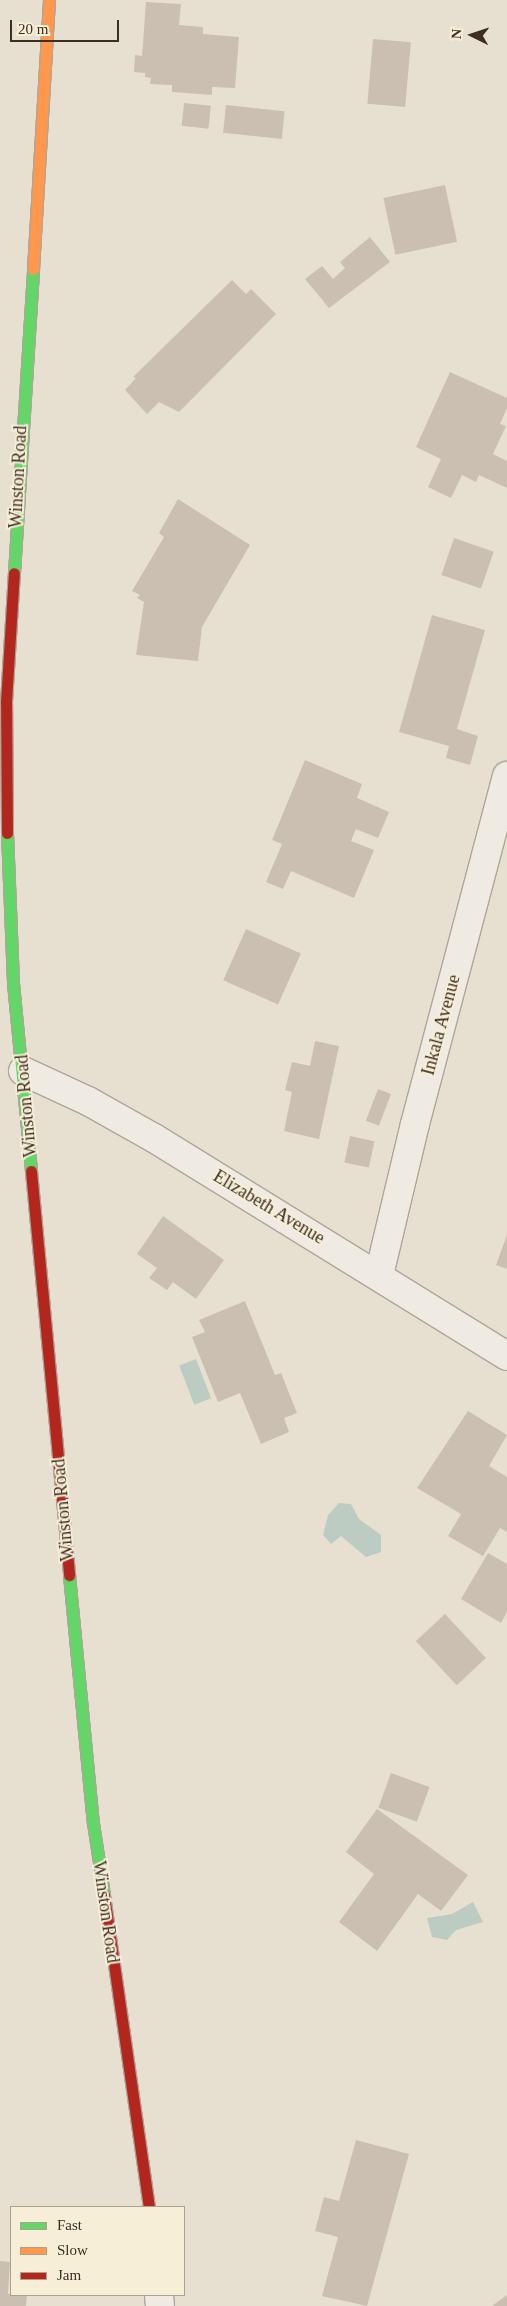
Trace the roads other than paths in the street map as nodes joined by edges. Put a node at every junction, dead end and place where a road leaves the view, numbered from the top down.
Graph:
1 (49, 0) edge
2 (507, 776) edge
3 (23, 1071) junction
4 (379, 1275) junction
5 (507, 1356) edge
6 (149, 2206) edge

1 - 3 street, Winston Road
2 - 4 street, Inkala Avenue
3 - 4 street, Elizabeth Avenue
3 - 6 street, Winston Road
4 - 5 street, Elizabeth Avenue

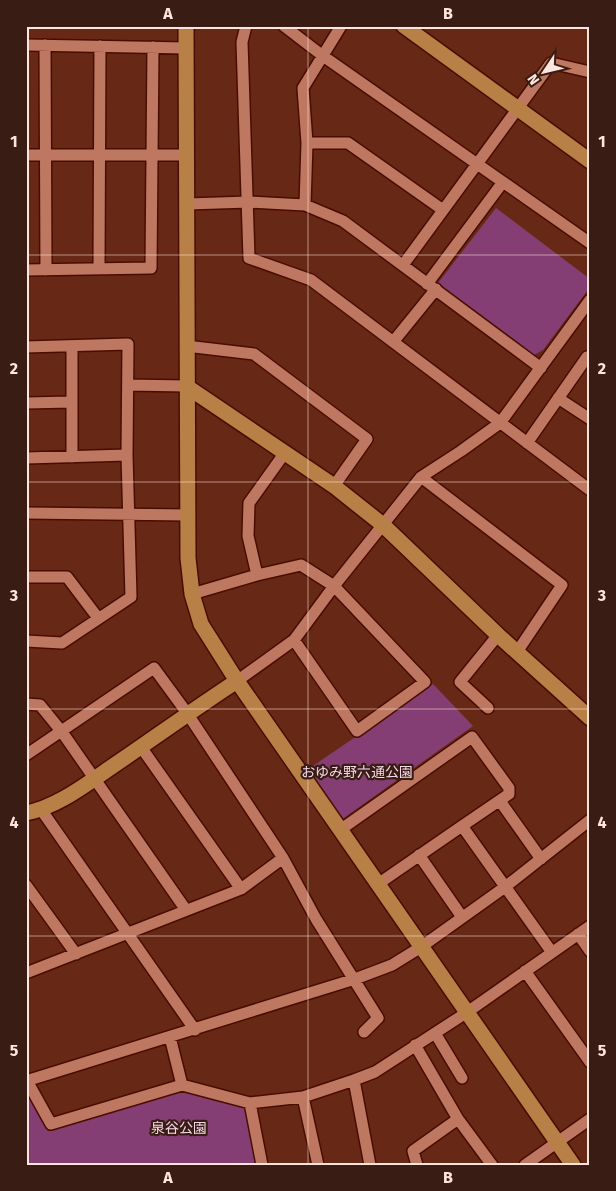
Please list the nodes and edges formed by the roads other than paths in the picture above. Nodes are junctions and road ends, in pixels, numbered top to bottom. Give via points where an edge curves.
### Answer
1 (186, 26) edge
2 (246, 26) edge
3 (284, 26) edge
4 (341, 26) edge
5 (404, 26) edge
6 (26, 45) edge
7 (45, 45) junction
8 (100, 46) junction
9 (153, 47) junction
10 (186, 48) junction
11 (323, 56) junction
12 (590, 72) edge
13 (518, 108) junction
14 (308, 143) junction
15 (26, 155) edge
16 (46, 155) junction
17 (100, 155) junction
18 (152, 155) junction
19 (186, 155) junction
20 (590, 161) edge
21 (478, 163) junction
22 (504, 182) junction
23 (249, 202) junction
24 (187, 204) junction
25 (305, 205) junction
26 (443, 210) junction
27 (590, 243) edge
28 (403, 265) junction
29 (99, 269) junction
30 (26, 270) edge
31 (46, 270) junction
32 (431, 287) junction
33 (590, 300) edge
34 (586, 314) edge
35 (393, 342) junction
36 (186, 346) junction
37 (26, 347) edge
38 (72, 347) junction
39 (589, 356) edge
40 (541, 368) junction
41 (128, 385) junction
42 (186, 386) junction
43 (558, 398) junction
44 (70, 402) junction
45 (26, 403) edge
46 (590, 420) edge
47 (500, 423) junction
48 (527, 443) junction
49 (284, 454) junction
50 (127, 455) junction
51 (72, 457) junction
52 (26, 458) edge
53 (421, 477) junction
54 (334, 486) junction
55 (590, 490) edge
56 (26, 513) edge
57 (130, 514) junction
58 (188, 515) junction
59 (383, 525) junction
60 (257, 575) junction
61 (26, 576) edge
62 (334, 586) junction
63 (192, 594) junction
64 (98, 618) junction
65 (498, 635) junction
66 (294, 640) junction
67 (26, 641) edge
68 (517, 652) junction
69 (237, 681) junction
70 (26, 704) edge
71 (488, 708) dead end
72 (187, 713) junction
73 (590, 718) edge
74 (62, 732) junction
75 (141, 747) junction
76 (26, 755) edge
77 (94, 779) junction
78 (500, 800) junction
79 (33, 811) edge
80 (590, 820) edge
81 (462, 826) junction
82 (340, 830) junction
83 (419, 855) junction
84 (283, 858) junction
85 (541, 859) junction
86 (378, 884) junction
87 (26, 885) edge
88 (505, 887) junction
89 (241, 889) junction
90 (186, 910) junction
91 (462, 918) junction
92 (590, 926) edge
93 (129, 933) junction
94 (578, 934) junction
95 (421, 947) junction
96 (590, 951) edge
97 (552, 952) junction
98 (76, 954) junction
99 (525, 971) junction
100 (26, 973) edge
101 (355, 979) junction
102 (466, 1013) junction
103 (195, 1030) junction
104 (364, 1032) dead end
105 (435, 1032) junction
106 (170, 1037) junction
107 (415, 1045) junction
108 (590, 1062) edge
109 (462, 1078) dead end
110 (27, 1080) edge
111 (354, 1080) junction
112 (182, 1085) junction
113 (303, 1097) junction
114 (250, 1103) junction
115 (458, 1119) junction
116 (590, 1119) edge
117 (557, 1142) junction
118 (262, 1165) edge
119 (318, 1165) edge
120 (370, 1165) edge
121 (417, 1165) edge
122 (492, 1165) edge
123 (525, 1165) edge
124 (573, 1165) edge

1 - 10 street
2 - 23 street via 242,42
3 - 11 street
4 - 11 street
5 - 13 street
6 - 7 street
7 - 8 street
7 - 16 street
8 - 9 street
8 - 17 street
9 - 10 street
9 - 18 street
10 - 19 street
11 - 14 street via 303,88
11 - 21 street
12 - 13 street via 551,63
13 - 20 street
13 - 21 street
14 - 25 street
14 - 26 street via 348,143
15 - 16 street
16 - 17 street
16 - 31 street
17 - 18 street
17 - 29 street
18 - 19 street
18 - 29 street via 151,268
19 - 24 street
21 - 22 street
21 - 26 street
22 - 27 street
22 - 32 street
23 - 24 street
23 - 25 street
23 - 35 street via 249,258 311,280
24 - 36 street
25 - 28 street via 343,221
26 - 28 street
28 - 32 street
29 - 31 street
30 - 31 street
32 - 35 street
32 - 40 street
33 - 34 street
34 - 40 street
35 - 47 street
36 - 42 street
36 - 54 street via 254,354 367,439
37 - 38 street
38 - 41 street via 128,344
38 - 44 street
39 - 43 street
40 - 47 street
41 - 42 street
41 - 50 street
42 - 49 street
42 - 58 street
43 - 46 street
43 - 48 street
44 - 45 street
44 - 51 street
47 - 48 street
47 - 53 street
48 - 55 street
49 - 54 street
49 - 60 street via 249,503 248,536
50 - 51 street
50 - 57 street
51 - 52 street
53 - 59 street
53 - 68 street via 562,585
54 - 59 street
56 - 57 street
57 - 58 street
57 - 64 street via 131,597
58 - 63 street
59 - 62 street
59 - 65 street
60 - 62 street via 301,565
60 - 63 street
61 - 64 street via 67,577
62 - 66 street
62 - 66 street via 425,682 357,730
63 - 69 street via 201,624
64 - 67 street via 62,642
65 - 68 street
65 - 71 street via 460,682
66 - 69 street
68 - 73 street
69 - 72 street
69 - 82 street
70 - 74 street via 40,705
72 - 74 street via 154,668
72 - 75 street
72 - 84 street
74 - 76 street
74 - 77 street
75 - 77 street
75 - 89 street
77 - 79 street via 56,802
77 - 90 street
78 - 81 street
78 - 82 street via 509,794 509,788 472,737
78 - 85 street
79 - 93 street
80 - 85 street
81 - 83 street
81 - 88 street
82 - 86 street
83 - 86 street
83 - 91 street
84 - 89 street
84 - 101 street via 316,919
85 - 88 street
86 - 95 street
87 - 98 street
88 - 91 street
88 - 97 street
89 - 90 street
90 - 93 street
91 - 95 street
92 - 94 street
93 - 98 street
93 - 103 street
94 - 96 street
94 - 97 street
95 - 101 street via 392,965
95 - 102 street
97 - 99 street
98 - 100 street
99 - 102 street
99 - 108 street
101 - 103 street
101 - 104 street via 378,1018
102 - 105 street
102 - 117 street
103 - 106 street
105 - 107 street
105 - 109 street
106 - 110 street
106 - 112 street
107 - 111 street via 375,1072
107 - 115 street
110 - 112 street via 51,1124
111 - 113 street
111 - 120 street
112 - 114 street
113 - 114 street
113 - 119 street
114 - 118 street
115 - 121 street via 413,1151
115 - 122 street
116 - 117 street
117 - 123 street
117 - 124 street

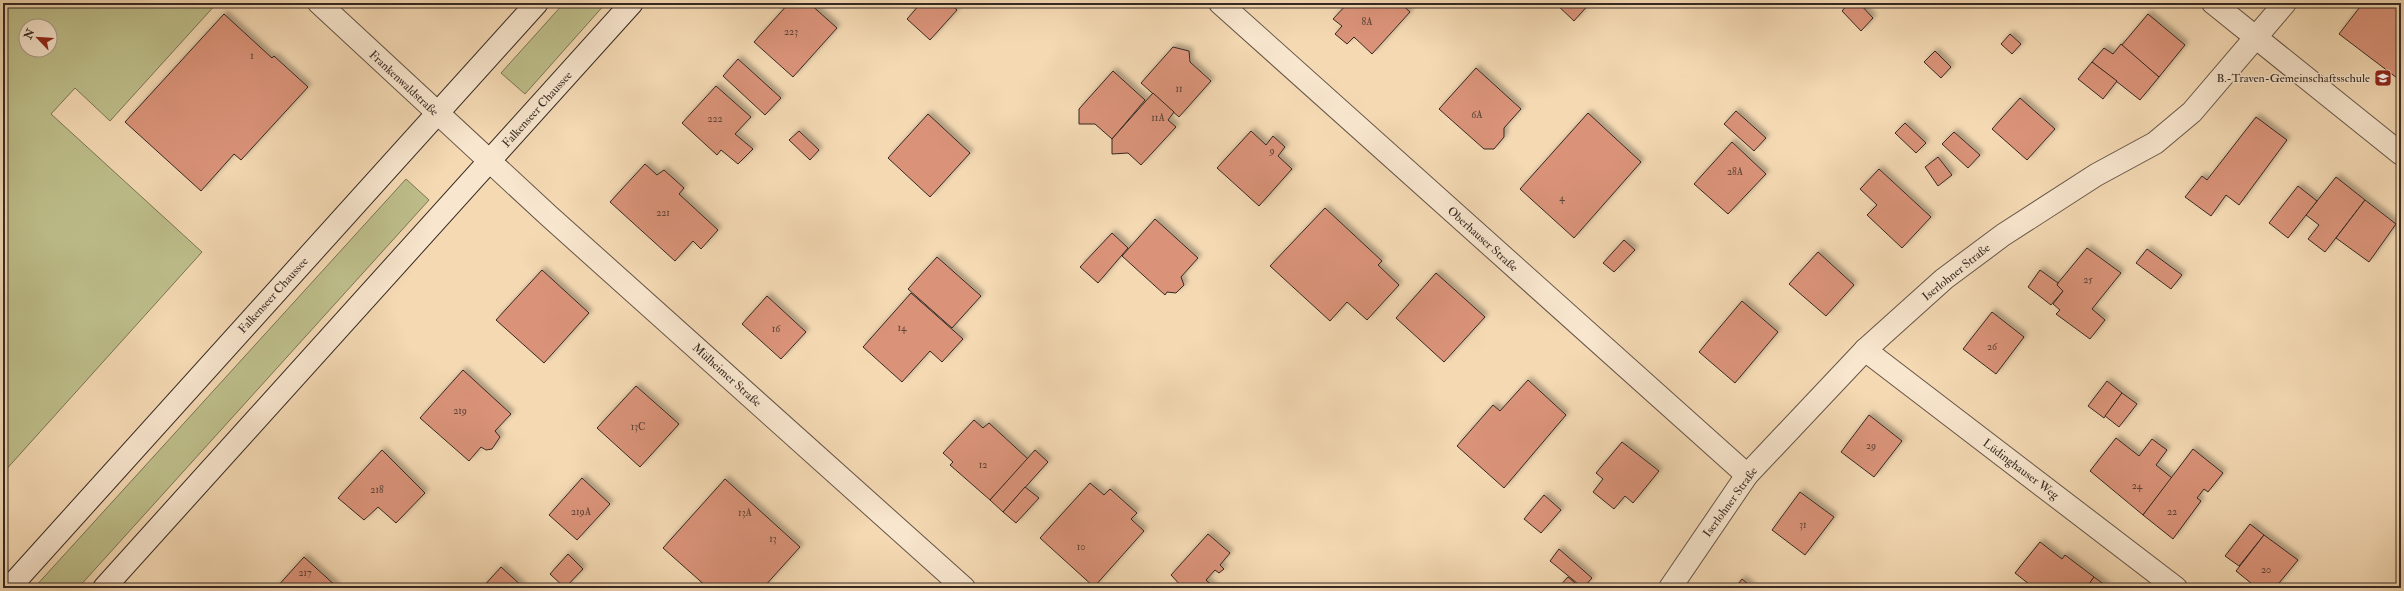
================
EXERCISE ▸ Retype the records exactly, but skip the pictures.

RESULT OF THE TASK ▸
Trace the roads other than paths in the street map as nodes joined by edges. Put a node at every junction, dead end and place where a road leaves the view, numbered from the top down.
Graph:
1 (49, 0) edge
2 (507, 776) edge
3 (23, 1071) junction
4 (379, 1275) junction
5 (507, 1356) edge
6 (149, 2206) edge

1 - 3 street, Winston Road
2 - 4 street, Inkala Avenue
3 - 4 street, Elizabeth Avenue
3 - 6 street, Winston Road
4 - 5 street, Elizabeth Avenue

Please list the nodes and edges formed by the roads other than paths in the picture above. Nodes are junctions and road ends, in pixels, numbered top to bottom. Give via points where an edge curves.
### Answer
1 (186, 26) edge
2 (246, 26) edge
3 (284, 26) edge
4 (341, 26) edge
5 (404, 26) edge
6 (26, 45) edge
7 (45, 45) junction
8 (100, 46) junction
9 (153, 47) junction
10 (186, 48) junction
11 (323, 56) junction
12 (590, 72) edge
13 (518, 108) junction
14 (308, 143) junction
15 (26, 155) edge
16 (46, 155) junction
17 (100, 155) junction
18 (152, 155) junction
19 (186, 155) junction
20 (590, 161) edge
21 (478, 163) junction
22 (504, 182) junction
23 (249, 202) junction
24 (187, 204) junction
25 (305, 205) junction
26 (443, 210) junction
27 (590, 243) edge
28 (403, 265) junction
29 (99, 269) junction
30 (26, 270) edge
31 (46, 270) junction
32 (431, 287) junction
33 (590, 300) edge
34 (586, 314) edge
35 (393, 342) junction
36 (186, 346) junction
37 (26, 347) edge
38 (72, 347) junction
39 (589, 356) edge
40 (541, 368) junction
41 (128, 385) junction
42 (186, 386) junction
43 (558, 398) junction
44 (70, 402) junction
45 (26, 403) edge
46 (590, 420) edge
47 (500, 423) junction
48 (527, 443) junction
49 (284, 454) junction
50 (127, 455) junction
51 (72, 457) junction
52 (26, 458) edge
53 (421, 477) junction
54 (334, 486) junction
55 (590, 490) edge
56 (26, 513) edge
57 (130, 514) junction
58 (188, 515) junction
59 (383, 525) junction
60 (257, 575) junction
61 (26, 576) edge
62 (334, 586) junction
63 (192, 594) junction
64 (98, 618) junction
65 (498, 635) junction
66 (294, 640) junction
67 (26, 641) edge
68 (517, 652) junction
69 (237, 681) junction
70 (26, 704) edge
71 (488, 708) dead end
72 (187, 713) junction
73 (590, 718) edge
74 (62, 732) junction
75 (141, 747) junction
76 (26, 755) edge
77 (94, 779) junction
78 (500, 800) junction
79 (33, 811) edge
80 (590, 820) edge
81 (462, 826) junction
82 (340, 830) junction
83 (419, 855) junction
84 (283, 858) junction
85 (541, 859) junction
86 (378, 884) junction
87 (26, 885) edge
88 (505, 887) junction
89 (241, 889) junction
90 (186, 910) junction
91 (462, 918) junction
92 (590, 926) edge
93 (129, 933) junction
94 (578, 934) junction
95 (421, 947) junction
96 (590, 951) edge
97 (552, 952) junction
98 (76, 954) junction
99 (525, 971) junction
100 (26, 973) edge
101 (355, 979) junction
102 (466, 1013) junction
103 (195, 1030) junction
104 (364, 1032) dead end
105 (435, 1032) junction
106 (170, 1037) junction
107 (415, 1045) junction
108 (590, 1062) edge
109 (462, 1078) dead end
110 (27, 1080) edge
111 (354, 1080) junction
112 (182, 1085) junction
113 (303, 1097) junction
114 (250, 1103) junction
115 (458, 1119) junction
116 (590, 1119) edge
117 (557, 1142) junction
118 (262, 1165) edge
119 (318, 1165) edge
120 (370, 1165) edge
121 (417, 1165) edge
122 (492, 1165) edge
123 (525, 1165) edge
124 (573, 1165) edge

1 - 10 street
2 - 23 street via 242,42
3 - 11 street
4 - 11 street
5 - 13 street
6 - 7 street
7 - 8 street
7 - 16 street
8 - 9 street
8 - 17 street
9 - 10 street
9 - 18 street
10 - 19 street
11 - 14 street via 303,88
11 - 21 street
12 - 13 street via 551,63
13 - 20 street
13 - 21 street
14 - 25 street
14 - 26 street via 348,143
15 - 16 street
16 - 17 street
16 - 31 street
17 - 18 street
17 - 29 street
18 - 19 street
18 - 29 street via 151,268
19 - 24 street
21 - 22 street
21 - 26 street
22 - 27 street
22 - 32 street
23 - 24 street
23 - 25 street
23 - 35 street via 249,258 311,280
24 - 36 street
25 - 28 street via 343,221
26 - 28 street
28 - 32 street
29 - 31 street
30 - 31 street
32 - 35 street
32 - 40 street
33 - 34 street
34 - 40 street
35 - 47 street
36 - 42 street
36 - 54 street via 254,354 367,439
37 - 38 street
38 - 41 street via 128,344
38 - 44 street
39 - 43 street
40 - 47 street
41 - 42 street
41 - 50 street
42 - 49 street
42 - 58 street
43 - 46 street
43 - 48 street
44 - 45 street
44 - 51 street
47 - 48 street
47 - 53 street
48 - 55 street
49 - 54 street
49 - 60 street via 249,503 248,536
50 - 51 street
50 - 57 street
51 - 52 street
53 - 59 street
53 - 68 street via 562,585
54 - 59 street
56 - 57 street
57 - 58 street
57 - 64 street via 131,597
58 - 63 street
59 - 62 street
59 - 65 street
60 - 62 street via 301,565
60 - 63 street
61 - 64 street via 67,577
62 - 66 street
62 - 66 street via 425,682 357,730
63 - 69 street via 201,624
64 - 67 street via 62,642
65 - 68 street
65 - 71 street via 460,682
66 - 69 street
68 - 73 street
69 - 72 street
69 - 82 street
70 - 74 street via 40,705
72 - 74 street via 154,668
72 - 75 street
72 - 84 street
74 - 76 street
74 - 77 street
75 - 77 street
75 - 89 street
77 - 79 street via 56,802
77 - 90 street
78 - 81 street
78 - 82 street via 509,794 509,788 472,737
78 - 85 street
79 - 93 street
80 - 85 street
81 - 83 street
81 - 88 street
82 - 86 street
83 - 86 street
83 - 91 street
84 - 89 street
84 - 101 street via 316,919
85 - 88 street
86 - 95 street
87 - 98 street
88 - 91 street
88 - 97 street
89 - 90 street
90 - 93 street
91 - 95 street
92 - 94 street
93 - 98 street
93 - 103 street
94 - 96 street
94 - 97 street
95 - 101 street via 392,965
95 - 102 street
97 - 99 street
98 - 100 street
99 - 102 street
99 - 108 street
101 - 103 street
101 - 104 street via 378,1018
102 - 105 street
102 - 117 street
103 - 106 street
105 - 107 street
105 - 109 street
106 - 110 street
106 - 112 street
107 - 111 street via 375,1072
107 - 115 street
110 - 112 street via 51,1124
111 - 113 street
111 - 120 street
112 - 114 street
113 - 114 street
113 - 119 street
114 - 118 street
115 - 121 street via 413,1151
115 - 122 street
116 - 117 street
117 - 123 street
117 - 124 street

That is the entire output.